● **TASK**
Take the entries below and retype them exactly.

Dataset entries

+---+

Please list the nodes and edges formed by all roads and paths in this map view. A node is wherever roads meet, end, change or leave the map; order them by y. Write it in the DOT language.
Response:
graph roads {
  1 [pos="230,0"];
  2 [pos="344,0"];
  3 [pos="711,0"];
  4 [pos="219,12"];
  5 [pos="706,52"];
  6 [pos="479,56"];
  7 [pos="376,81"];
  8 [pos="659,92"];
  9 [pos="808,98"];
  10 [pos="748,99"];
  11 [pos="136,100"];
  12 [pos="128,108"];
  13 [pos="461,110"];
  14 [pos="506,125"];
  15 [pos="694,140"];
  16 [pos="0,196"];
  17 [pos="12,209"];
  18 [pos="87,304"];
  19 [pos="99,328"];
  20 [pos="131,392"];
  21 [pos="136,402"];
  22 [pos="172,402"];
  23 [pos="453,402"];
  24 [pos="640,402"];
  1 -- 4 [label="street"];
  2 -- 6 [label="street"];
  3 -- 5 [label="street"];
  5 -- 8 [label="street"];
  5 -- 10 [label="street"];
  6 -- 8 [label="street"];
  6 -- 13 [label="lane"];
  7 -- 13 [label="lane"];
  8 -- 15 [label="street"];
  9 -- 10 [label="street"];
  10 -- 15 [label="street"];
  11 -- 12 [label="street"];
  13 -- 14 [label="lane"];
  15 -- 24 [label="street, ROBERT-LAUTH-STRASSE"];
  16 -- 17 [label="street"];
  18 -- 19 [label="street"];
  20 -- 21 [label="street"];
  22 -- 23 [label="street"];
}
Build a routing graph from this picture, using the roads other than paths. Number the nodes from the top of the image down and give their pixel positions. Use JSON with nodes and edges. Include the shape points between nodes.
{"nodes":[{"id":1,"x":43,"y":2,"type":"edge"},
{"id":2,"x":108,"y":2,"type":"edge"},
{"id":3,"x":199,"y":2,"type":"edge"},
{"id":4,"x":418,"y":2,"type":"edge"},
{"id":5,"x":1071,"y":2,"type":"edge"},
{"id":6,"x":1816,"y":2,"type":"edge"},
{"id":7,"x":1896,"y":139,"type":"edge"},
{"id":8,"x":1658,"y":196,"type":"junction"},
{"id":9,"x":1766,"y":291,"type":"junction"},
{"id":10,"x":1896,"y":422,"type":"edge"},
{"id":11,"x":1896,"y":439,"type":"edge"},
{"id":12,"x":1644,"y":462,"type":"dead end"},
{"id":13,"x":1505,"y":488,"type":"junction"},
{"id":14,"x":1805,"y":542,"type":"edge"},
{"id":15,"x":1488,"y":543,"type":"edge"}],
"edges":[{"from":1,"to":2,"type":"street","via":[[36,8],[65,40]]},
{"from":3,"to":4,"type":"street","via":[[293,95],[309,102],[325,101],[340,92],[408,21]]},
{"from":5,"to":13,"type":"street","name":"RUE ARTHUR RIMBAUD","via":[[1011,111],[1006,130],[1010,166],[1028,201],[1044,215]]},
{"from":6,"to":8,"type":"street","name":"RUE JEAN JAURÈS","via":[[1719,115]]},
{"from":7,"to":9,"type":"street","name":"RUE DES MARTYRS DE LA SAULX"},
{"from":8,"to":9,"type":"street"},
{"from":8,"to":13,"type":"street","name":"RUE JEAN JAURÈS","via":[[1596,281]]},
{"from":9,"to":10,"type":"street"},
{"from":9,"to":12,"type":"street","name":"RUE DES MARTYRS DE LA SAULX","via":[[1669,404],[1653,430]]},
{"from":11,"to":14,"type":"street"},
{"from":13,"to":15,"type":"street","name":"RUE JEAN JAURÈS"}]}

+---+

● **RESULT FOR THIS EXERCISE**
Please list the nodes and edges formed by all roads and paths in this map view. A node is wherever roads meet, end, change or leave the map; order them by y. Write it in the DOT language.
Response:
graph roads {
  1 [pos="230,0"];
  2 [pos="344,0"];
  3 [pos="711,0"];
  4 [pos="219,12"];
  5 [pos="706,52"];
  6 [pos="479,56"];
  7 [pos="376,81"];
  8 [pos="659,92"];
  9 [pos="808,98"];
  10 [pos="748,99"];
  11 [pos="136,100"];
  12 [pos="128,108"];
  13 [pos="461,110"];
  14 [pos="506,125"];
  15 [pos="694,140"];
  16 [pos="0,196"];
  17 [pos="12,209"];
  18 [pos="87,304"];
  19 [pos="99,328"];
  20 [pos="131,392"];
  21 [pos="136,402"];
  22 [pos="172,402"];
  23 [pos="453,402"];
  24 [pos="640,402"];
  1 -- 4 [label="street"];
  2 -- 6 [label="street"];
  3 -- 5 [label="street"];
  5 -- 8 [label="street"];
  5 -- 10 [label="street"];
  6 -- 8 [label="street"];
  6 -- 13 [label="lane"];
  7 -- 13 [label="lane"];
  8 -- 15 [label="street"];
  9 -- 10 [label="street"];
  10 -- 15 [label="street"];
  11 -- 12 [label="street"];
  13 -- 14 [label="lane"];
  15 -- 24 [label="street, ROBERT-LAUTH-STRASSE"];
  16 -- 17 [label="street"];
  18 -- 19 [label="street"];
  20 -- 21 [label="street"];
  22 -- 23 [label="street"];
}
Build a routing graph from this picture, using the roads other than paths. Number the nodes from the top of the image down and give their pixel positions. Use JSON with nodes and edges. Include the shape points between nodes.
{"nodes":[{"id":1,"x":43,"y":2,"type":"edge"},
{"id":2,"x":108,"y":2,"type":"edge"},
{"id":3,"x":199,"y":2,"type":"edge"},
{"id":4,"x":418,"y":2,"type":"edge"},
{"id":5,"x":1071,"y":2,"type":"edge"},
{"id":6,"x":1816,"y":2,"type":"edge"},
{"id":7,"x":1896,"y":139,"type":"edge"},
{"id":8,"x":1658,"y":196,"type":"junction"},
{"id":9,"x":1766,"y":291,"type":"junction"},
{"id":10,"x":1896,"y":422,"type":"edge"},
{"id":11,"x":1896,"y":439,"type":"edge"},
{"id":12,"x":1644,"y":462,"type":"dead end"},
{"id":13,"x":1505,"y":488,"type":"junction"},
{"id":14,"x":1805,"y":542,"type":"edge"},
{"id":15,"x":1488,"y":543,"type":"edge"}],
"edges":[{"from":1,"to":2,"type":"street","via":[[36,8],[65,40]]},
{"from":3,"to":4,"type":"street","via":[[293,95],[309,102],[325,101],[340,92],[408,21]]},
{"from":5,"to":13,"type":"street","name":"RUE ARTHUR RIMBAUD","via":[[1011,111],[1006,130],[1010,166],[1028,201],[1044,215]]},
{"from":6,"to":8,"type":"street","name":"RUE JEAN JAURÈS","via":[[1719,115]]},
{"from":7,"to":9,"type":"street","name":"RUE DES MARTYRS DE LA SAULX"},
{"from":8,"to":9,"type":"street"},
{"from":8,"to":13,"type":"street","name":"RUE JEAN JAURÈS","via":[[1596,281]]},
{"from":9,"to":10,"type":"street"},
{"from":9,"to":12,"type":"street","name":"RUE DES MARTYRS DE LA SAULX","via":[[1669,404],[1653,430]]},
{"from":11,"to":14,"type":"street"},
{"from":13,"to":15,"type":"street","name":"RUE JEAN JAURÈS"}]}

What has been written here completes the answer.